Is the body’s/tissue’s ability to resist load without undergoing injury. The determinant of the load tolerance of our bodies/tissues is quite complex. It is a combination of;
- Muscle mass
- Body awareness/ proprioception
- Technique/ movement proficiency
- Previous activity level
- Current injuries/ pain
- Comorbidities(co-occuring injuries or diseases eg. heart disease, diabetes, osteoporosis, osteoarthritis)
- Previous history of pain/ injuries/ rehab or lack of rehab
- Recovery/ rest
- Anatomical variation ie femur length, q angle
- Cardiovascular fitness
- Centralised pain(when the central nervous system becomes sensitized to pain, leading to a lower pain threshold)
- Maladaptations – the body undergoes unfavourable changes in response to injury, lifestyle, pain etc
- Positioning/ posture
As we can see there are quite a few determinants, some of these are things we are born with and cannot affect such as anatomy, most of these are affected by our sedentary lifestyles such as low muscle mass, some of these decline with age and some we can stop this decline. How we live our lives in the present and in the past has an influence. One of the most common questions we ask our patients is their history of injuries, this is because most people do not rehab their injuries properly and therefore predispose themselves to reinjury. On top of this the more often you have an injury the higher chance that the patient has developed maladaptations which further impact the issue. Suddenly the “I was doing some gardening over the Easter break and was lifting some potting mix off the ground and I felt my back go!” becomes much more complicated and could be a variety of scenarios.

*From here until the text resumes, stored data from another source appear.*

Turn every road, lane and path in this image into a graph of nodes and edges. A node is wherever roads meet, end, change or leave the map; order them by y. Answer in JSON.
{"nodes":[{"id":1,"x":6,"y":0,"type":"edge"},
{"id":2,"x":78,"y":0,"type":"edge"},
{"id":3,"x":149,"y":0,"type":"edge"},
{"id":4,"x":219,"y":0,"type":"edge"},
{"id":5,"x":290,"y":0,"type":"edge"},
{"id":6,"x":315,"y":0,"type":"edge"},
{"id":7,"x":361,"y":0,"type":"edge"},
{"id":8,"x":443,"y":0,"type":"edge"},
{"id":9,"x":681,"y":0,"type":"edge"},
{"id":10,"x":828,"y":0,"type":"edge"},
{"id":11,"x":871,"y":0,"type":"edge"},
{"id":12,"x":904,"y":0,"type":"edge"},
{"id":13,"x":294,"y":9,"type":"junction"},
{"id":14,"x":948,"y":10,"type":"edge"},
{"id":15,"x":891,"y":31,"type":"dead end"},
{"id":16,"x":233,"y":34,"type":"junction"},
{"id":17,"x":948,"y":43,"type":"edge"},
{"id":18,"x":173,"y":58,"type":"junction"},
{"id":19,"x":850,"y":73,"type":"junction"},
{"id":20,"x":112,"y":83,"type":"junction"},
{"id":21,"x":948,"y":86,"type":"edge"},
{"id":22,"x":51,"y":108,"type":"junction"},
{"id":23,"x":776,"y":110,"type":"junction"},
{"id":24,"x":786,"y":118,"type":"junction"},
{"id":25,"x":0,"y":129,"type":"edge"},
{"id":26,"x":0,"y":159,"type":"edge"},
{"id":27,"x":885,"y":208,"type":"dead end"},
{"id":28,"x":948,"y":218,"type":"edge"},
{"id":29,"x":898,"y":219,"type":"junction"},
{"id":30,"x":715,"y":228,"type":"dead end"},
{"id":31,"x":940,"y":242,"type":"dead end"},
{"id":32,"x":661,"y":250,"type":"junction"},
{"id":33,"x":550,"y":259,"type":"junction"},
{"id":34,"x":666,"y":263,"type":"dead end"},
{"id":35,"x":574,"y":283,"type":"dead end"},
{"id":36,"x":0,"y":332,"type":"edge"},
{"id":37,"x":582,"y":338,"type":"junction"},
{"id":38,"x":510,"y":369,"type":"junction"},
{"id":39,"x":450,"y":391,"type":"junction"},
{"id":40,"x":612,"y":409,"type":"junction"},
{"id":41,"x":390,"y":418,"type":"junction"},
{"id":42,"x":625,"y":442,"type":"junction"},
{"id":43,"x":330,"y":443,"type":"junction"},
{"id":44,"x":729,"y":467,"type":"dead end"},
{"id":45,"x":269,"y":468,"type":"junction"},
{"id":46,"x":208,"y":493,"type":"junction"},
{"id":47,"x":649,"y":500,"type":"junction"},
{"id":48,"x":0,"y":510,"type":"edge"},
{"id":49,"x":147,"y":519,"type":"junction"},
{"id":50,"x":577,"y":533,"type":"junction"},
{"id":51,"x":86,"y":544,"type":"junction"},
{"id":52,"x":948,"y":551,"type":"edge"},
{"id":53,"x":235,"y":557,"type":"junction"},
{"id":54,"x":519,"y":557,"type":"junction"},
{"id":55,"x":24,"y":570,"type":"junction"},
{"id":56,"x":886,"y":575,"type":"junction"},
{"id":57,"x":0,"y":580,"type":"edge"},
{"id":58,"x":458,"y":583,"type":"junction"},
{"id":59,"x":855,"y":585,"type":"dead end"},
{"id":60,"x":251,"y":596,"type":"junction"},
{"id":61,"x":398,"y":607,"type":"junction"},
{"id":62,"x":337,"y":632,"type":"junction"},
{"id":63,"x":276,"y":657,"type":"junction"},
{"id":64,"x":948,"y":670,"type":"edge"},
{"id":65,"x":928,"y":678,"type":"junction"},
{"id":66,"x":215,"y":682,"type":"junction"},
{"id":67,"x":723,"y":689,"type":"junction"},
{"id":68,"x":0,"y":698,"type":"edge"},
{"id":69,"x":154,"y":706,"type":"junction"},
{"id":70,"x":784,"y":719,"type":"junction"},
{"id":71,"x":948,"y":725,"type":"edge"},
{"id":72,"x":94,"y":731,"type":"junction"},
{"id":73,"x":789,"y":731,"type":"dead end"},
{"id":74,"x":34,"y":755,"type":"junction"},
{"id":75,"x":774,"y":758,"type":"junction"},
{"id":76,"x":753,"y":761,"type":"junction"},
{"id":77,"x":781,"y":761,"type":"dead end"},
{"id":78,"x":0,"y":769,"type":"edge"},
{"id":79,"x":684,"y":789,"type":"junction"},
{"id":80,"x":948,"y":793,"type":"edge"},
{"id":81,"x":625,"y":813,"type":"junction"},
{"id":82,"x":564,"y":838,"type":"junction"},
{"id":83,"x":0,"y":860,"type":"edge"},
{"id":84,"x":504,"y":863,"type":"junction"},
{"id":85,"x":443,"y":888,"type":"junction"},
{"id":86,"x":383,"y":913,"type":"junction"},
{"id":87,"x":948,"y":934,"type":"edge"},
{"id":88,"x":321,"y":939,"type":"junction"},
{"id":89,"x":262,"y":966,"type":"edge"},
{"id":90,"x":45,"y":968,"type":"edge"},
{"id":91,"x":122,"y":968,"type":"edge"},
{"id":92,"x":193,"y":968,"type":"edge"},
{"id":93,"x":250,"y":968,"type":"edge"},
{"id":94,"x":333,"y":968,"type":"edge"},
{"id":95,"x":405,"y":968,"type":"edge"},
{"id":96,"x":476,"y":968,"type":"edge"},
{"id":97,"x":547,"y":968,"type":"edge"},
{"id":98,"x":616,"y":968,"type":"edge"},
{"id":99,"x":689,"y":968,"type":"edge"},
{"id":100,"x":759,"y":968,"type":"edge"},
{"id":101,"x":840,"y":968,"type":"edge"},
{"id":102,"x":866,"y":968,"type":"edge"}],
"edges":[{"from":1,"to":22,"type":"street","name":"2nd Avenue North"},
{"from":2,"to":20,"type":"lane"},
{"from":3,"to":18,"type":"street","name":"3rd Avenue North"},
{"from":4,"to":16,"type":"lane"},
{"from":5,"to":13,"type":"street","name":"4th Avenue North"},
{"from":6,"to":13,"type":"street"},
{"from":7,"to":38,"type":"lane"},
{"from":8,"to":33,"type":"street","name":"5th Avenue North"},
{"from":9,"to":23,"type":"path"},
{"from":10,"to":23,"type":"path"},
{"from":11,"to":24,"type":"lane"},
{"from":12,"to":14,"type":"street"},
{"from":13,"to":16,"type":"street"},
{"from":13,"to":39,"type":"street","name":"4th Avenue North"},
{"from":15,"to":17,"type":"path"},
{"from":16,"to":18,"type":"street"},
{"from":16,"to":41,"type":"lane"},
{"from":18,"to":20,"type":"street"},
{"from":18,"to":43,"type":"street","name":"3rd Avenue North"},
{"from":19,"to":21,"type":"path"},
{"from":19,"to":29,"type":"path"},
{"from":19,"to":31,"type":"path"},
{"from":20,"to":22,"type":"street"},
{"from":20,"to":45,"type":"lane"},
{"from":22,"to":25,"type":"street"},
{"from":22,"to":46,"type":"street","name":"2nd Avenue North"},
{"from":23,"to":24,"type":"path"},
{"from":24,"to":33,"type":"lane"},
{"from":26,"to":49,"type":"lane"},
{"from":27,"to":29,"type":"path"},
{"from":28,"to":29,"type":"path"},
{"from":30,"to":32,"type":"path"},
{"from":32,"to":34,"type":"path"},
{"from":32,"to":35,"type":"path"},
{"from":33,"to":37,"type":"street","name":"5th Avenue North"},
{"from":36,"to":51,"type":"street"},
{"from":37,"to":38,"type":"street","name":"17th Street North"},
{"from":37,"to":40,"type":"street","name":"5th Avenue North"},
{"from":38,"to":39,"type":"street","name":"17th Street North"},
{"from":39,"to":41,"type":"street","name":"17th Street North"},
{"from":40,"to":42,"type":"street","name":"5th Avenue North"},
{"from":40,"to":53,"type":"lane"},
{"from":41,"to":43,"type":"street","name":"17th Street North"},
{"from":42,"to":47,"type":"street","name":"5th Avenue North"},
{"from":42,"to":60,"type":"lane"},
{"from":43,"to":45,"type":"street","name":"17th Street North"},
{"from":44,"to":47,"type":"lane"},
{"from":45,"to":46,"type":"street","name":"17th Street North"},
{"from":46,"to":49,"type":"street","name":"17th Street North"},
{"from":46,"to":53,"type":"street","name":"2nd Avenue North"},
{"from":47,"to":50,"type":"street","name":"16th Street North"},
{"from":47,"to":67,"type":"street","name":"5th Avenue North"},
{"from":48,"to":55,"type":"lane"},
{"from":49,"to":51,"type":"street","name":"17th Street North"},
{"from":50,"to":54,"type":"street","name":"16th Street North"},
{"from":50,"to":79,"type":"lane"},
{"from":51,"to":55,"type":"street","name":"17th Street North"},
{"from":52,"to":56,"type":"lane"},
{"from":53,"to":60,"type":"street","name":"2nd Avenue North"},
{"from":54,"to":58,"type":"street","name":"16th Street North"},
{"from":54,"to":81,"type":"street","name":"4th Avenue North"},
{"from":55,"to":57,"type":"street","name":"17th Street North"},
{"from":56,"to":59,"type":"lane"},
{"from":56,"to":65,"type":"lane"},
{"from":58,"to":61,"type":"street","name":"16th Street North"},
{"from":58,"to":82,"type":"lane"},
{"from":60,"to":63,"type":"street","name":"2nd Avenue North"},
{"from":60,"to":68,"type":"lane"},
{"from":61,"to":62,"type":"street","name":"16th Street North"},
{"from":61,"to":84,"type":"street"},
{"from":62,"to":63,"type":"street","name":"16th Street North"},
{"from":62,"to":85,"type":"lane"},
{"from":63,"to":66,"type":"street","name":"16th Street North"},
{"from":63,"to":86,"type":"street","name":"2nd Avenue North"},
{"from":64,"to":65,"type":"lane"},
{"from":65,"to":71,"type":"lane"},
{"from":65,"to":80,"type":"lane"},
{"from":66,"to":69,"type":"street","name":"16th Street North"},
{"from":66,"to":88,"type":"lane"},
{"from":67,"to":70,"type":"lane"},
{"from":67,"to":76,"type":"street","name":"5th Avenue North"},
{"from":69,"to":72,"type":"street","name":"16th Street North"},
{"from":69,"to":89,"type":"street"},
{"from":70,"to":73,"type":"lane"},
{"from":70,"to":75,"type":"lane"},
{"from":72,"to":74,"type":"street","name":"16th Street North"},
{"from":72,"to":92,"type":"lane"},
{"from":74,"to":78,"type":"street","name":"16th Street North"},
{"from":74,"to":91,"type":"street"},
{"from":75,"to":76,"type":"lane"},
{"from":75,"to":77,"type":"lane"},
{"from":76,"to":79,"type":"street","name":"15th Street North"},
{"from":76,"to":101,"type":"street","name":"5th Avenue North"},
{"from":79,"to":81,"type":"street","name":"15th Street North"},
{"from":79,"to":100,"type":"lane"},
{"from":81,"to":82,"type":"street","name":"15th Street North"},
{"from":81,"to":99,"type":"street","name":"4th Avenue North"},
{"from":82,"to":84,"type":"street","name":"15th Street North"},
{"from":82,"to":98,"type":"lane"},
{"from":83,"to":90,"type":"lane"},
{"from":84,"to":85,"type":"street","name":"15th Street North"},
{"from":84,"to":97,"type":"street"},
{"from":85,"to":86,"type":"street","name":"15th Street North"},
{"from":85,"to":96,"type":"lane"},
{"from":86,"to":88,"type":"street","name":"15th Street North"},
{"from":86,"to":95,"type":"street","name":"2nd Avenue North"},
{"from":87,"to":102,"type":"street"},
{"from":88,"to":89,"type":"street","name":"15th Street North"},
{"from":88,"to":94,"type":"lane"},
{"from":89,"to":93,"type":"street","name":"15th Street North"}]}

For example, if our patient has low muscle mass and attempted to lift a single 50L bag of potting mix often weighing 24kg once with perfect movement and ‘felt my back go” then this would lead to injury.
If our patient had more than sufficient muscle mass but due to the fact that they were fatigued from previously lifting 20 bags of potting mix and their movement was suboptimal, this would lead to injury.
If our patient had sufficient muscle mass, had the endurance to lift more than 20 bags of 24kg potting mix in a row but worked a physical job during the week where they were a bricklayer, this activity could be the straw that broke the camels back and cause injury.
And these are just the tip of the iceberg scenarios that occur with a patient. These examples are all different but all have one thing in common, they lead to the load exceeding the patient’s load tolerance.
Furthermore load tolerance is ever changing, there are several factors that can affect our load tolerance on a day by day basis. Our bodies are never stagnant, especially when they are placed under load, our tissue constantly remodel as a result of this load. This means that our load tolerances also change. A very simple example of this is, if you have loaded your body yesterday it will necessitate a recovery period higher than what is normal under your “normal” load. If you ignore this and reload your body to the same degree as yesterday then you run the risk of exceeding your load tolerance.
Putting it all together
You will now see how vitally important it is for physios to get an accurate understanding of how a patient’s injury/pain occurred, not just from the perspective of u have hurt your back from lifting, but the deeper understanding of how a patient’s life and how they have led their lives affects their physicality.
Only by looking at a patient in this way can we truly get to the bottom of why injuries occur and more importantly prevent them from happening again.